Il 10 ottobre 1098, al termine di un sinodo tenutosi a Bari, al quale con l’Arcivescovo di Canterbury Sant’Anselmo intervennero 185 presuli, il Pontefice Urbano II firmò la Bolla in favore della Chiesa di San Salvatore.
Il documento fu custodito per puro caso nell’archivio privato dei Ruffo principi di Scilla e fu riportato verso la fine del secolo scorso da Minieri Riccio nel Saggio di Codice Diplomatico del 1878 – 1882.
E’ merito del P. Francesco Russo l’averlo pubblicato nel Regesto Vaticano per la Calabria e di Giuseppe La Rosa l’averlo trattato in un fascicolo dal quale abbiamo attinto le nostre note. Una tradizione costante fissa il luogo dove sorgeva quella chiesa appartenente alla diocesi oppidese nella contrada che porta ancora oggi il nome di San Salvatore, su un’altura al di qua del fiume Marro, a poca distanza dalla “villa” di S. Martino (oggi località del Comune di Taurianova).
La chiesa era stata eretta e dotata di beni da una pia donna della famiglia degli Altavilla, la normanna Emma, figlia di Roberto il Guiscardo e dal marito Pietro Marchiso – chiamato dopo il battesimo Oddone, nome poi che egli muterà in quello di Pietro. Nel diploma papale Urbano II dichiara ad Emma di prendere la Chiesa sotto la sua protezione. In tal modo la fondazione s’imponeva al rispetto anche dei potenti e veniva protetta dalle stesse usurpazioni dei vescovi. Chierici e monaci potevano così servire Dio in piena libertà e tranquillità.

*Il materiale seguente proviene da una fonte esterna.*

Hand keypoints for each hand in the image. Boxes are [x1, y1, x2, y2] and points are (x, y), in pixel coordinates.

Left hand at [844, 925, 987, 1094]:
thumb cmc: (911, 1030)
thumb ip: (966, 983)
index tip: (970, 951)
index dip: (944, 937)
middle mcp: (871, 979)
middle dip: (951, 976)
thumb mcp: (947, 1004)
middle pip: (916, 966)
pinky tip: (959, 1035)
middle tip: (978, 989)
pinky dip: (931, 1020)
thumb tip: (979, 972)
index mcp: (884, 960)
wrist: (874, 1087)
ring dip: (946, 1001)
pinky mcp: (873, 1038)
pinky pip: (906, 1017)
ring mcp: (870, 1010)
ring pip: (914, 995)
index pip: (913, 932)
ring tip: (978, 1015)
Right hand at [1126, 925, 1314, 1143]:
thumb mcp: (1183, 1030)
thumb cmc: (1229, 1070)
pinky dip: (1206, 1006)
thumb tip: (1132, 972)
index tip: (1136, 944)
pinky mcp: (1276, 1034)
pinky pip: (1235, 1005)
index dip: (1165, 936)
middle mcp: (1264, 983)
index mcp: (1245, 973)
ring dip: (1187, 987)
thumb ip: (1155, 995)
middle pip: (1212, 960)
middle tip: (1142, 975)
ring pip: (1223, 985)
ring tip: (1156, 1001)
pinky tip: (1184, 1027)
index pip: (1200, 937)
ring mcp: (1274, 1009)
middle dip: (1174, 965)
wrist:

La Chiesa, infine, costituiva l’espressione di quella rinnovata devozione alla Santa Croce che trovava un incentivo e uno stimolo nel risveglio suscitato dal richiamo della vita apostolica, nel clima di ardore religioso prodotto dalla proclamazione della Crociata per la liberazione del Sepolcro di Cristo. L’opera, trapiantata in seguito entro le mura di Terranova, quando sarà costruita la nuova città continuerà per secoli ad essere presidio della religione e della pietà del suo popolo e centro d’amore verso Gesù Crocifisso di tutte le genti della Piana.

La fine di Murat.
Gioacchino Murat era stato eletto nel 1808 re di Napoli dal cognato Napoleone. Alla caduta di questi nel 1815, perso il trono, tentò di riconquistarlo sbarcando a Pizzo con alcuni fedeli. Ma venne arrestato e condannato a morte da un tribunale militare. Era il 13 ottobre e come riporta Charles Gallois in Murat (F.lli Melita – La Spezia, 1990): «Il plotone gli è a pochi passi. “Amici miei, puntate al petto e rispettate il viso”. Apre con brusca mossa la camicia sul petto e grida ancora: “Attenzione! Son io che comando! Caricate!… Puntate!… Fuoco!…”.
I soldati sono commossi, due colpi partono senza sfiorarlo.
Nessuna grazia!… Ricominciamo!… Fuoco!…”.
Questa volta dieci colpi detonarono insieme: sei palle lo hanno colpito.
Si mantiene ritto un istante, poi piomba al suolo fulminato.
Il suo corpo è adagiato in una cassa fatta con tavole sconnesse; due giorni dopo è sotterrato nella cattedrale di Pizzo».
L’incarico di occuparsi di Murat, durante la prigionia, venne affidato al generale Vito Nunziante, fondatore del paese di San Ferdinando.
Questi trattò il sovrano con ogni riguardo: gli procurava la migliore sistemazione nel carcere, s’intratteneva a lungo e cenava finanche con lui nella cella. Murat, per mezzo di Nunziante, fece recapitare alla moglie Carolina una lettera di addio.

Altre ricorrenze:
Il 16 ottobre ricorre la festività di S. Gerardo Maiella, che ebbe una vita breve ma ricca di straordinari prodigi. La statua, contenente una reliquia del Santo, accompagnata dai Padri Missionari Redentoristi di Sant’Alfonso M. de’ Liguori, venne accolta calorosamente e ospitata durante i primi giorni del maggio 2006 dalle nostre comunità di S. Martino e Amato di Taurianova, nonché di Laureana di Borrello.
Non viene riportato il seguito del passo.